Se vive bien en los bares y los comercios decorados como árboles de Navidad, árbol de buenos frutos, árbol cuya fruta son mil regalos. Bendito sea. Yo soy un fanático de la Navidad y Papá Noel, esos terribles Papá Noel de algunas tiendas, presuntos personajes de Stephen King, Papá Noel callejero, recién salido del trabajo en el almacén, con gafas y el disfraz rojo e hinchado lleno de lamparones y una cara que esconde una historia indecible detrás de las torcidas barbas blancas. No sé por qué he pensado en la Navidad cuando he conocido las aventuras de una banda de rateros caída ayer mismo en poder de la Guardia Civil de Sevilla: ladrones de jamones y quesos, magnífica mercancía para estas fechas, fiambres arrebatados de las tiendas de comestibles después de estrellar el coche contra el escaparate. Los delincuentes no invertían en material: también robaban los coches. Es otra manera de vivir la Navidad peligrosamente.

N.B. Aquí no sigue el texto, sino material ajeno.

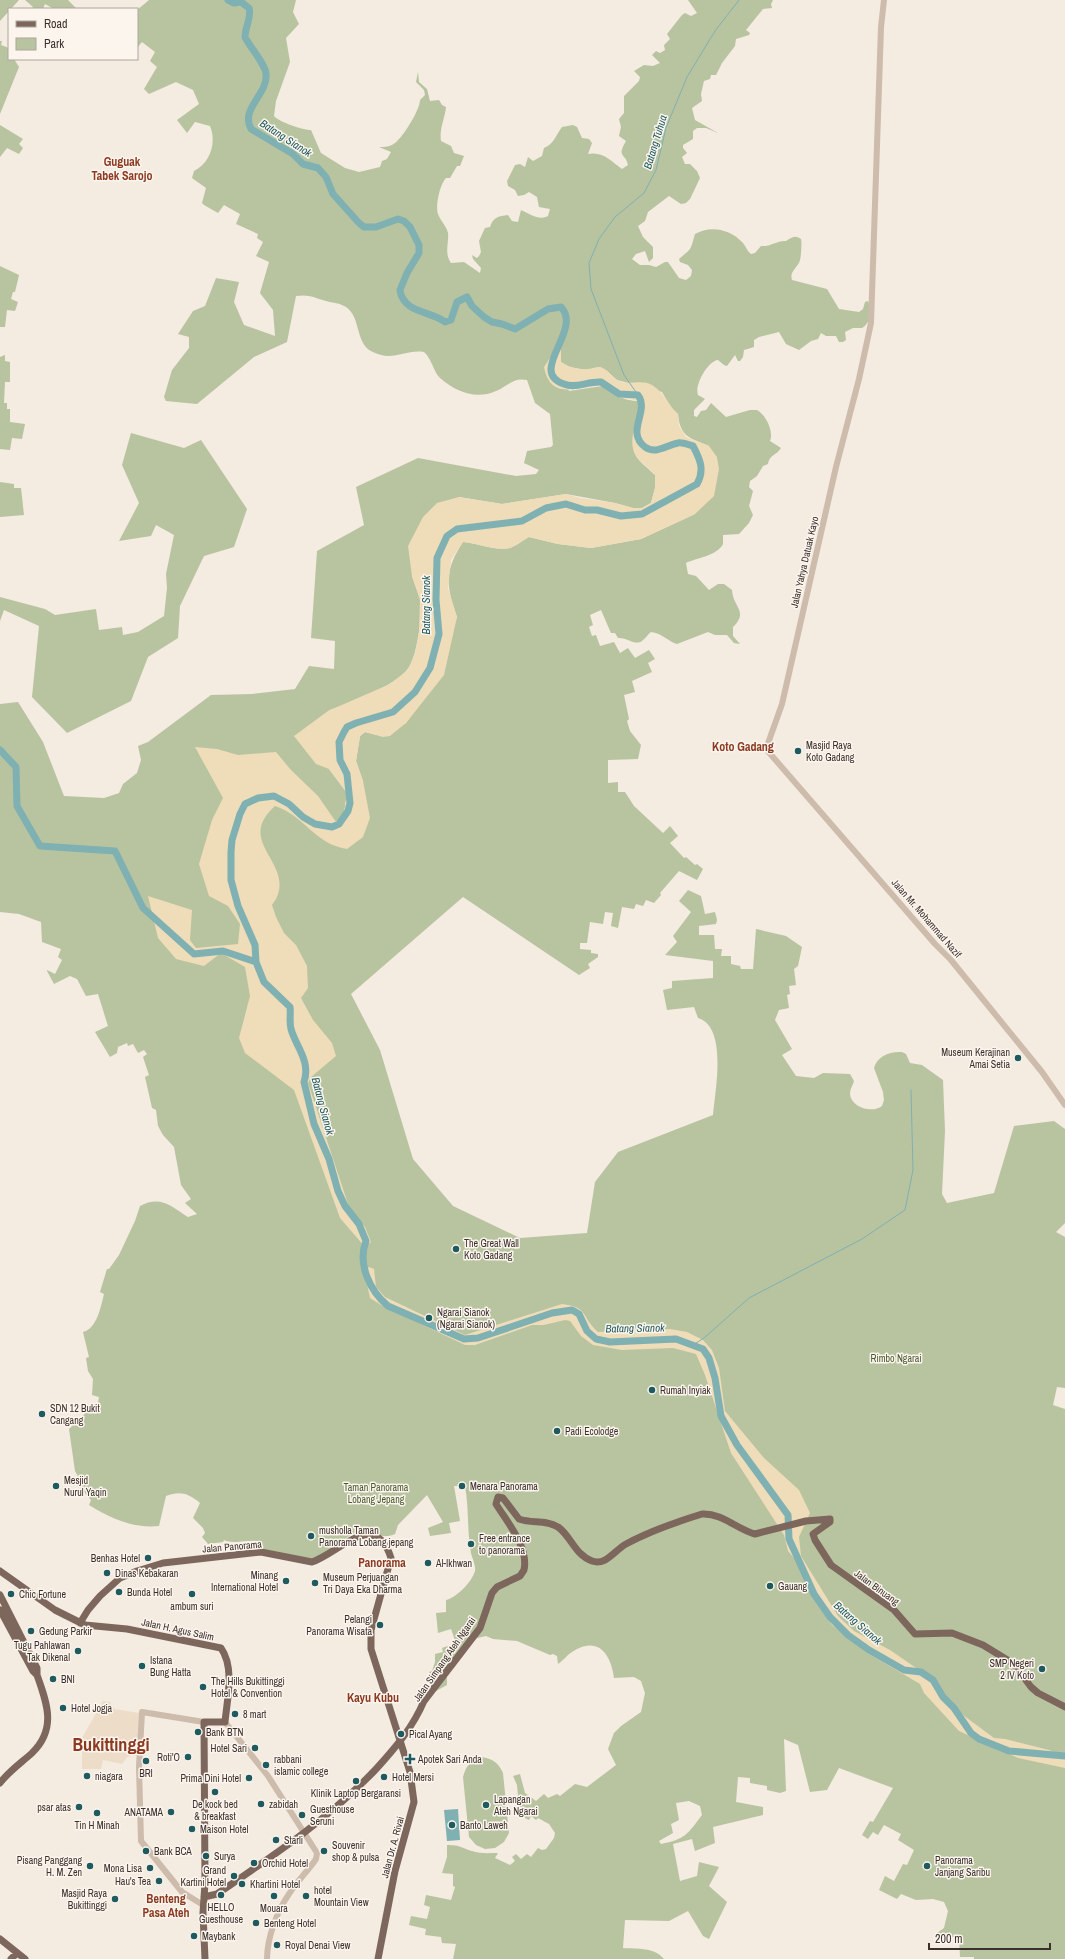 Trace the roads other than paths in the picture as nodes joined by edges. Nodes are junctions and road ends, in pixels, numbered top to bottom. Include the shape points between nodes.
1 (884, 0) edge
2 (766, 749) joint
3 (1065, 1105) edge
4 (772, 1530) joint
5 (0, 1571) edge
6 (0, 1595) edge
7 (0, 1610) edge
8 (87, 1611) junction
9 (71, 1618) junction
10 (80, 1623) junction
11 (93, 1626) junction
12 (37, 1675) junction
13 (1065, 1707) edge
14 (204, 1722) junction
15 (225, 1722) junction
16 (400, 1741) junction
17 (0, 1783) edge
18 (306, 1833) junction
19 (204, 1897) junction
20 (203, 1904) junction
21 (0, 1939) edge
22 (17, 1953) junction
23 (11, 1959) edge
24 (24, 1959) edge
25 (206, 1959) edge
26 (267, 1959) edge
27 (378, 1959) edge

1 - 2 street, Jalan Yahya Datuak Kayo via 871,323 782,704
2 - 3 street, Jalan Mr. Mohammad Nazif via 951,960 1042,1072
4 - 13 main road, Jalan Binuang via 803,1522 831,1519 814,1535 831,1565 894,1610 915,1634 952,1633 983,1645 1014,1664 1038,1693
4 - 16 main road, Jalan Simpang Ateh Ngarai via 755,1534 719,1516 702,1514 648,1534 624,1545 606,1560 596,1562 578,1552 558,1528 544,1521 520,1519 503,1498 498,1497 496,1504 524,1555 524,1570 520,1576 497,1587 492,1593 480,1628 424,1701 418,1715
5 - 9 main road, Jalan H. Agus Salim
6 - 12 main road via 37,1668
7 - 12 main road
8 - 9 main road
8 - 10 main road, Jalan Panorama
8 - 11 main road
8 - 16 main road, Jalan Panorama via 120,1578 163,1564 261,1552 307,1563 358,1536 373,1536 384,1545 391,1558 371,1630 371,1649
9 - 10 main road, Jalan H. Agus Salim
10 - 11 main road, Jalan H. Agus Salim
11 - 15 main road, Jalan H. Agus Salim via 127,1629 221,1648 225,1654 229,1674
12 - 17 main road via 48,1721 45,1735 36,1749 15,1766
14 - 15 main road
14 - 19 main road
14 - 20 street via 142,1712 139,1767 141,1841 182,1892
15 - 18 street via 268,1776
16 - 18 main road via 352,1794
16 - 27 main road, Jalan Dr. A. Rivai via 410,1772 414,1802 395,1871
18 - 19 main road via 217,1894
18 - 26 street via 314,1847 316,1859 288,1894 270,1936
19 - 20 main road
20 - 25 main road
21 - 22 main road
22 - 23 main road
22 - 24 main road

Hasta H. P. Lovecraft, célebre autor de cuentos terroríficos, escribió un cuento navideño: La fiesta. Un individuo llega hoy al pueblo de sus mayores, Aldebarán (parecería un pueblo andaluz si no cayera tanta nieve), para celebrar Navidad, día que, según recuerda, sólo fue celebrado como Día del Invierno antes de que existieran Belén, Babilonia y esos seres inverosímiles que habitan en los centros comerciales y son llamados mujeres y hombres. El viajero quiere reunirse con la familia en la fiesta, y con la familia va a la iglesia, la cripta, y, más hondo, la escalera de caracol: un baile a la luz de lámparas leprosas. Los invitados montan y vuelan sobre animales blandos y torpes, de membranosas alas, pero el viajero se resiste a cabalgar y entonces el pariente le enseña su reloj, una prueba de que está entre los suyos: un reloj de la familia. La prueba es espantosa, pues se trata del reloj con que fue enterrado para siempre el tatarabuelo del tatarabuelo en 1698.
Oigo en el teléfono la alegría del centro comercial. ¿Qué estás viendo?, le pregunto a mi amiga. Está ante un escaparate de relojes. Nunca se habían visto tantos relojes, nunca tanto movimiento, tanta prisa, tanta mercancía desmedida y menuda.